Long-term unemployment is slowly improving as well. The Department of Labor reported Thursday that the number of those jobless for 27 weeks or more declined by 293,000 in June to 3.1 million. That number is down 1.2 million from last year.

Ben Johnson, a spokesman for the Ohio Department of Job and Family Services, said 37,600 Ohioans filed a claim for federal emergency unemployment compensation during the last week the program was available. He said it was “impossible” to know how many people would be receiving federal compensation now if the program were still available.

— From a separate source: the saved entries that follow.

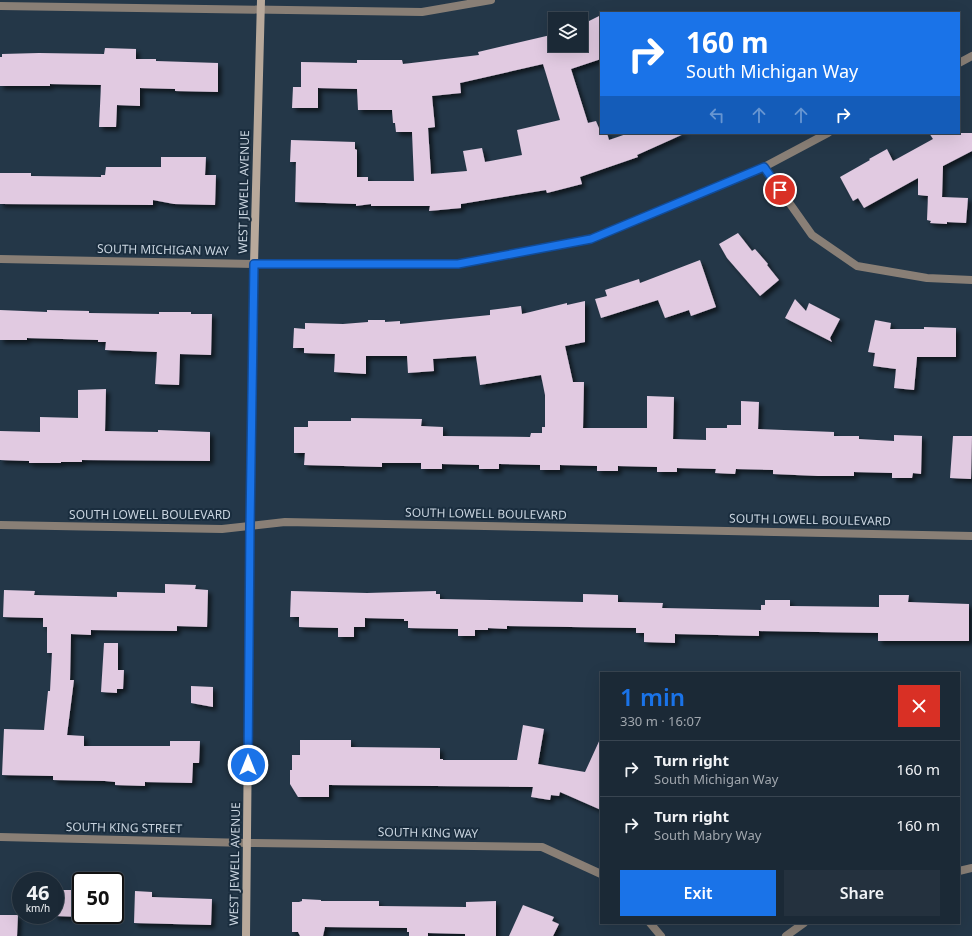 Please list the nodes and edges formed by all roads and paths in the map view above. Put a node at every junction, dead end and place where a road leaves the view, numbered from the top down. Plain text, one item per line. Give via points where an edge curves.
1 (261, 0) edge
2 (491, 0) edge
3 (0, 6) edge
4 (261, 9) junction
5 (972, 56) edge
6 (960, 62) edge
7 (826, 134) edge
8 (764, 167) junction
9 (0, 259) edge
10 (254, 264) junction
11 (972, 280) edge
12 (0, 525) edge
13 (250, 526) junction
14 (972, 536) edge
15 (0, 837) edge
16 (248, 843) junction
17 (972, 868) edge
18 (960, 871) edge
19 (600, 874) edge
20 (651, 924) edge
21 (803, 924) edge
22 (246, 936) edge
23 (661, 936) edge
24 (786, 936) edge

1 - 4 main road, WEST JEWELL AVENUE
2 - 4 street via 422,12
3 - 4 street
4 - 10 main road, WEST JEWELL AVENUE
5 - 6 street
7 - 8 street, SOUTH MICHIGAN WAY
8 - 10 street, SOUTH MICHIGAN WAY via 591,239 458,264
8 - 11 street via 812,235 857,266 927,278
9 - 10 street, SOUTH MICHIGAN WAY
10 - 13 main road, WEST JEWELL AVENUE
12 - 13 street, SOUTH LOWELL BOULEVARD via 222,529
13 - 14 street, SOUTH LOWELL BOULEVARD via 285,522
13 - 16 main road, WEST JEWELL AVENUE
15 - 16 street, SOUTH KING STREET
16 - 19 street, SOUTH KING WAY via 542,847
16 - 22 main road, WEST JEWELL AVENUE
17 - 18 street
20 - 23 street
21 - 24 street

The Center for Budget and Policy Priorities, which tracks the issue, estimates 128,600 more Ohioans will lose unemployment compensation through December 2014 if the program is not extended.

The federal government has offered long-term unemployment benefits more than a half-dozen times during the past few decades, each time phasing the benefits out only after the economy has improved.

“It’s understood to be a temporary program, not something that gets built into the budget going forward,” said Chad Stone, chief economist at the left-leaning Center on Budget and Policy Priorities. “But don’t end it until the employment situation is good enough that the long-term unemployed have a reasonable shot at getting a job…There’s still a big gap between the people who want to be working and the number of jobs available.”

But James Sherk, a senior policy analyst in labor economics at the conservative Heritage Foundation, said because the economy appears to be approving, “you haven’t had as much pressure on Congress to pass this.”

He said if the economy were worse off, Democrats would be more likely to negotiate with Republicans. That was the case, he said, in 2013, when Democrats were willing to trade off some tax increases in exchange for extended unemployment benefits as part of the “fiscal cliff” deal.

“While the economy is not in great shape, it’s a lot better than it was three years ago or four years ago,” he said. “It’s one thing to have unemployment at 10 percent. Now it’s fallen down to about 6 percent. We appear to be headed in the right trajectory.”

That does little for people like Sprague, who worked for the same company for 23 years until it closed in 2005. After that, she moved to another place that closed. Since then, she worked at several jobs until last August.

She is 56, and her health isn’t ideal – she has arthritis. She had to give her wedding ring to a pawn shop. Now she’s worried about getting behind on the bills for her storage unit. She doesn’t want to lose the possessions she still has. She is, she said, in a constant state of panic.

“Every job I’ve held I went in with the hope that this will be the place I retire from,” she said. “It has not worked out that way.”